It was inevitable, I suppose…

15 June 2005 at 18.21 • in JavaScript

Someone’s gone and implemented a simple Unix-like system—wait for it—in JavaScript. The coolest (and/or most disturbing) part is the working implementation of vi.

Makes me think we need a new instance of Zawinski’s Law for software platforms, something like: “Every platform attempts to expand until it can run Unix…”

Without the X

24 March 2005 at 19.18 • in Trifle, JavaScript

The “Ajax” moniker seems to be catching hold, and I don’t mind too much—it’s nice to have a name for it. As others have already pointed out, though, the “X” (for XML) is a misnomer. Many Ajax applications (e.g. GMail) don’t use XML for their back channel. If you send data as JavaScript, then a simple eval() does all the parsing work on the receiving side.

I’ve bootstrapped Trifle as a simple read-only tagbase browser.

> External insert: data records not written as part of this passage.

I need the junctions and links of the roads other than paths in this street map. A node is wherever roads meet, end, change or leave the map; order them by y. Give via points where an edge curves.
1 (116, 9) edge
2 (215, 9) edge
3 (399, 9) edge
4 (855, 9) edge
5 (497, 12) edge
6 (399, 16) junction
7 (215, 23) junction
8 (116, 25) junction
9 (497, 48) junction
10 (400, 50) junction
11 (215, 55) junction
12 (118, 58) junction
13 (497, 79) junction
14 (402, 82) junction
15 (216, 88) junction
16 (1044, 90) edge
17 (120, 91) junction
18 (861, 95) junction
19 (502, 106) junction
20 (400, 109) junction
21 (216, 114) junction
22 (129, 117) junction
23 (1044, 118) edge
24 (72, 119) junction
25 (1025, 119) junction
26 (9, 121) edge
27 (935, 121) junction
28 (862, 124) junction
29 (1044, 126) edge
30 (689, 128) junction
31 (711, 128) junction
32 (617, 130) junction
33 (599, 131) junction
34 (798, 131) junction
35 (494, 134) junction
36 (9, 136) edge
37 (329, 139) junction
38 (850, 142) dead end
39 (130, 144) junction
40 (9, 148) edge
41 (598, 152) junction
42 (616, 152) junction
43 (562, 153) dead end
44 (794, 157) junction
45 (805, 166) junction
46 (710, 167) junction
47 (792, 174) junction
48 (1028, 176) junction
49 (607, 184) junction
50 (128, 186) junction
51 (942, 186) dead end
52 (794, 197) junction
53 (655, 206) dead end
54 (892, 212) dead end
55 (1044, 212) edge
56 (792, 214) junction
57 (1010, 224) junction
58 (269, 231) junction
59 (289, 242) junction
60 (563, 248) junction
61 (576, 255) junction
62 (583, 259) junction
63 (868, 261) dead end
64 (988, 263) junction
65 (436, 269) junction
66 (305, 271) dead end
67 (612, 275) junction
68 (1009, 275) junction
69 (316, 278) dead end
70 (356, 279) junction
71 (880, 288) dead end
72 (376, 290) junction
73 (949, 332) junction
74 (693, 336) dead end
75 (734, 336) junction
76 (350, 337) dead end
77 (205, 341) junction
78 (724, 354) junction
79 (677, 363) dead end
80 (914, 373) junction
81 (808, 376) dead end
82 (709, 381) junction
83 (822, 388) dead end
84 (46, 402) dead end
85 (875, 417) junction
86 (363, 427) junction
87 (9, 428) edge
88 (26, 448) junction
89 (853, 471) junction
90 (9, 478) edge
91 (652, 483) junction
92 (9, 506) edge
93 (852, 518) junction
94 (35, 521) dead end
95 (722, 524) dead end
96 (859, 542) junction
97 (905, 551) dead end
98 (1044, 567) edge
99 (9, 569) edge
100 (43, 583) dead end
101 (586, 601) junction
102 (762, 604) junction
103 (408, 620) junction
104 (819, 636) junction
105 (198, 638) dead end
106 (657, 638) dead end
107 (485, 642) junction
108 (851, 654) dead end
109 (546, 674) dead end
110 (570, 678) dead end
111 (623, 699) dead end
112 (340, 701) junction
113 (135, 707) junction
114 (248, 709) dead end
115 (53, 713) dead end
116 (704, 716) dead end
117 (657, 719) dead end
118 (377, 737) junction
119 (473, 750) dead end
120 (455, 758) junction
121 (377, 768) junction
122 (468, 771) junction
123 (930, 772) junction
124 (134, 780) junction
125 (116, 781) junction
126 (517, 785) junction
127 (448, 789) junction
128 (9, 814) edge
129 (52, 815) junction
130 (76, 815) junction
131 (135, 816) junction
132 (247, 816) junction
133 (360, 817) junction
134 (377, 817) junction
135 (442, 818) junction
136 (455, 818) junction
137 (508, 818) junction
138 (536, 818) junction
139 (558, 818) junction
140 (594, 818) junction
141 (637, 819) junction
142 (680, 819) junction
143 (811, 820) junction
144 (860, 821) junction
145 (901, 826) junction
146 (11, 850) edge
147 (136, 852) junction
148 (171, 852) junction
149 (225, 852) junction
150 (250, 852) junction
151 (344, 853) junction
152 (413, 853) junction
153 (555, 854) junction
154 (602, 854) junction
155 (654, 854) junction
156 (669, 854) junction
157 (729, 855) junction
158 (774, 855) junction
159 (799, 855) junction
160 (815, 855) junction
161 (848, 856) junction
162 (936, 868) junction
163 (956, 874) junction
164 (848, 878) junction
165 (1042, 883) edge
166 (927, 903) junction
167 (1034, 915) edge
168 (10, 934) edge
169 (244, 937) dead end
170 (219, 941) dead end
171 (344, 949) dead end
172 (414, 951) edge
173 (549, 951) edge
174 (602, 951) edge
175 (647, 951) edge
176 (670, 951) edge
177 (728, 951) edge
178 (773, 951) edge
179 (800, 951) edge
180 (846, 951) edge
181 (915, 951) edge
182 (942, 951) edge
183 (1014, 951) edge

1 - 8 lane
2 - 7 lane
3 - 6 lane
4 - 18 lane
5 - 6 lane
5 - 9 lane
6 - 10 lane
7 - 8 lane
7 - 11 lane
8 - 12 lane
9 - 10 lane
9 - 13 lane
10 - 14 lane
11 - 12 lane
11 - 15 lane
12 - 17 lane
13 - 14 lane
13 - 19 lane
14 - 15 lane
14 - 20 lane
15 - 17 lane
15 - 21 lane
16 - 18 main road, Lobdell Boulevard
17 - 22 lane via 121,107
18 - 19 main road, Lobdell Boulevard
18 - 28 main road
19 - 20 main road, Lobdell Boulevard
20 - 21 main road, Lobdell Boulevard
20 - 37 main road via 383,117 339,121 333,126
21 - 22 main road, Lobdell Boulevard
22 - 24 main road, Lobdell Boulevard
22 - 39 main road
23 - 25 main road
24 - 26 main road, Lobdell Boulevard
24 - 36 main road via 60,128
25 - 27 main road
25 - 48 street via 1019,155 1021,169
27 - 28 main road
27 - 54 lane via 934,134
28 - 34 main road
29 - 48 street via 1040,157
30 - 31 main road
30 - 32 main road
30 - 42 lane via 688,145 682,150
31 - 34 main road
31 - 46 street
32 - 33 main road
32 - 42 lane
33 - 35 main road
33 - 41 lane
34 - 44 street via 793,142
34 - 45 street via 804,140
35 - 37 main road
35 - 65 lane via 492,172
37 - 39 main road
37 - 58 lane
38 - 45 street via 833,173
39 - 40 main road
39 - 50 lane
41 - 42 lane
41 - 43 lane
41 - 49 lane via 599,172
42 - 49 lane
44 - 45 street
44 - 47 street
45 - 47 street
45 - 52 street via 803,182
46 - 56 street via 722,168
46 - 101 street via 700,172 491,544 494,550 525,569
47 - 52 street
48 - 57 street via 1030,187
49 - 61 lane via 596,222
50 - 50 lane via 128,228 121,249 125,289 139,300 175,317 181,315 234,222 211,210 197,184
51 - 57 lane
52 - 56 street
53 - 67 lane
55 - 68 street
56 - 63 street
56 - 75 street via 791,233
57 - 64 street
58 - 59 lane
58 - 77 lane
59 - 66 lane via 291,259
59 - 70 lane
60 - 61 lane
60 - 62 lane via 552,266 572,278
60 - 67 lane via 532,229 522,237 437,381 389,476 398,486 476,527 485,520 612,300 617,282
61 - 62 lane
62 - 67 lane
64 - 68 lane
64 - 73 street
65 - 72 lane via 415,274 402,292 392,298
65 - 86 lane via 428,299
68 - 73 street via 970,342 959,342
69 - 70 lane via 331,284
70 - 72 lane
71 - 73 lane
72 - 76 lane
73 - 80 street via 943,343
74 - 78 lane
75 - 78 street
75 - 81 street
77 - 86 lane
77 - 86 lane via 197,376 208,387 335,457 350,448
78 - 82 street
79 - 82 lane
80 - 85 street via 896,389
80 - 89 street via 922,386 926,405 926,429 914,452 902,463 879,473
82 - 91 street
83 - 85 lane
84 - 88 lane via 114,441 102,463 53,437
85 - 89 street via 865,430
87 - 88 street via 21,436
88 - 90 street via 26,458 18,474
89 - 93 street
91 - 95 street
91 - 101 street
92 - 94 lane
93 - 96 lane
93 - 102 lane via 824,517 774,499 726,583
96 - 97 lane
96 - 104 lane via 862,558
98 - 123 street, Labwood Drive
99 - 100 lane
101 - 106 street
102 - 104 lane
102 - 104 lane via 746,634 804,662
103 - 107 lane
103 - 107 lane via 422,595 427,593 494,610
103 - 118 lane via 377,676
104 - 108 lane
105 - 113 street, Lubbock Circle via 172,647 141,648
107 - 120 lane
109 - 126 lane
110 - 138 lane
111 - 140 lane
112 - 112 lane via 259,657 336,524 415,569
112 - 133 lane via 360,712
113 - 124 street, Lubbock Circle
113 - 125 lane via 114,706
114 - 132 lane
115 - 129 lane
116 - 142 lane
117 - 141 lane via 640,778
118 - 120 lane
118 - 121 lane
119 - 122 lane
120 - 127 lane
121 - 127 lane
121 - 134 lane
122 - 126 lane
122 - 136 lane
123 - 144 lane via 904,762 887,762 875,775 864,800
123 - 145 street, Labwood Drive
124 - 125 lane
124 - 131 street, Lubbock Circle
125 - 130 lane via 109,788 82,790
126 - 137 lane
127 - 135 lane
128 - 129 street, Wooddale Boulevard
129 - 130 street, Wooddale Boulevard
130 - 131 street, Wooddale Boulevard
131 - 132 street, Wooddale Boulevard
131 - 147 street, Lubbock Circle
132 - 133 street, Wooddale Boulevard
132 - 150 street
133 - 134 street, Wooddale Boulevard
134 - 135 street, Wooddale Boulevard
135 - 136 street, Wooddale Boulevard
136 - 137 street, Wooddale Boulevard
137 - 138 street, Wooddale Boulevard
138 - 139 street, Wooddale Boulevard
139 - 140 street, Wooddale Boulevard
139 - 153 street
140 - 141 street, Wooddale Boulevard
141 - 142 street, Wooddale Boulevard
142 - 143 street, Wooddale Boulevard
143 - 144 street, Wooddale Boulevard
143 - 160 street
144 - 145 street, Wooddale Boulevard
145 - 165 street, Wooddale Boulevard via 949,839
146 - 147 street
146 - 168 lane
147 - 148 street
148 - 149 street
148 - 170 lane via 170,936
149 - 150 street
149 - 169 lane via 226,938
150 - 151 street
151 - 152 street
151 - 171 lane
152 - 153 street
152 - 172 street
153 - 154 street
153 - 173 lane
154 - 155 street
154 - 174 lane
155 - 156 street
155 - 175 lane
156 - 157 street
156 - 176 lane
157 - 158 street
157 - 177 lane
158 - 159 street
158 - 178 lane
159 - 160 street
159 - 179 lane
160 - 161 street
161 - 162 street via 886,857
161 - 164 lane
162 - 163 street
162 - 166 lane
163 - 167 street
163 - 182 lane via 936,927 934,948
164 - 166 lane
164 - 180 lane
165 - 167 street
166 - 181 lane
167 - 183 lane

The client receives data as JavaScript, which works great. Now I need to handle the other direction: JavaScript code posting updates to the server. But whatever code is running on the server, it probably won’t be JavaScript, so sending data in JavaScript form is pointless.

I could try to get sneaky and take advantage of the extreme similarity of JavaScript and Python data notation: lists, dictionaries, strings, and numbers have almost identical syntax. That would inevitably bite back, though, especially the “almost”.

So what other format would be easy for JavaScript to generate and for your average text-munging language to parse? Yes, there’s XML, but the DOM (for generating it) isn’t what I’d call convenient. Maybe a simple line-based text format will fit the bill. A general “verb url data” syntax could cover everything I need.

And no, it’s not like I’m abandoning XML. I’ll eventually extend the server side of Trifle to accept and generate XML, so that it plays well with others. For direct server-to-JavaScript-client communication, though, XML doesn’t cut it in this case.

Bookmarkability

16 March 2005 at 14.55 • in Programming, JavaScript

Modern-day web applications are hard to make bookmarkable. If you’re using script trickery behind the scenes to get new data without reloading the page, the page updates—but the address bar doesn’t. Bookmarking the ‘new’ page will grab the address of the old page instead.

Some apps, like GMail, just ignore the problem, and thus prevent deep linking. Google Maps uses a workaround: a link on the page itself that gives you a bookmarkable version of the current page. But can we do better?

There is a way to change the URL in the address bar without causing a reload: just set location.hash. The value is tacked on to the displayed URL (plus a ‘#’, of course), and gets saved in bookmarks. When a bookmark is used, that part of the URL isn’t sent to the server, but we’re assuming a script-heavy web application anyway: just check for the location.hash value in an onload handler.

There’s a snag, though. If the user is already at “http://your/url/#foo” and navigates to “http://your/url/#bar” (via another bookmark, for instance), the browser won’t tell you about the change. Other than fantasizing about an onhashchange event, there’s not much you can do about it. Well, you can use setInterval() to poll location.hash for changes, but you’re stuck between having a long gap between checks—and therefore slow update performance—or slowing things down with frequent checks.

So is there no good solution for web-app bookmarkability? Not that I’ve found.

Open-Source JavaScript

7 March 2005 at 17.46 • in JavaScript

A DHTML application’s source code is immediately visible to anyone who cares to look. You can keep it proprietary, but you can’t keep it secret. So why have there been so few open-source JavaScript libraries? Up till now, few apps have had a large enough chunk of code in JavaScript to justify splitting something out as a library. But as interest grows in rich JavaScript-based applications (a.k.a. Ajax, a name I’m not too fond of) and the average code size grows, we should see more libraries.

TrimPath is a relatively new umbrella project for just that. It currently houses three projects: a client-side templating library, a DSL for SQL-esque queries, and a spreadsheet engine. Steve Yen is the instigator and author of these projects; he has a blog on the TrimPath site.

Good stuff, and we need more of it. Which, in the open-source world, means that I should be doing more of it. Okay, I’m off to program.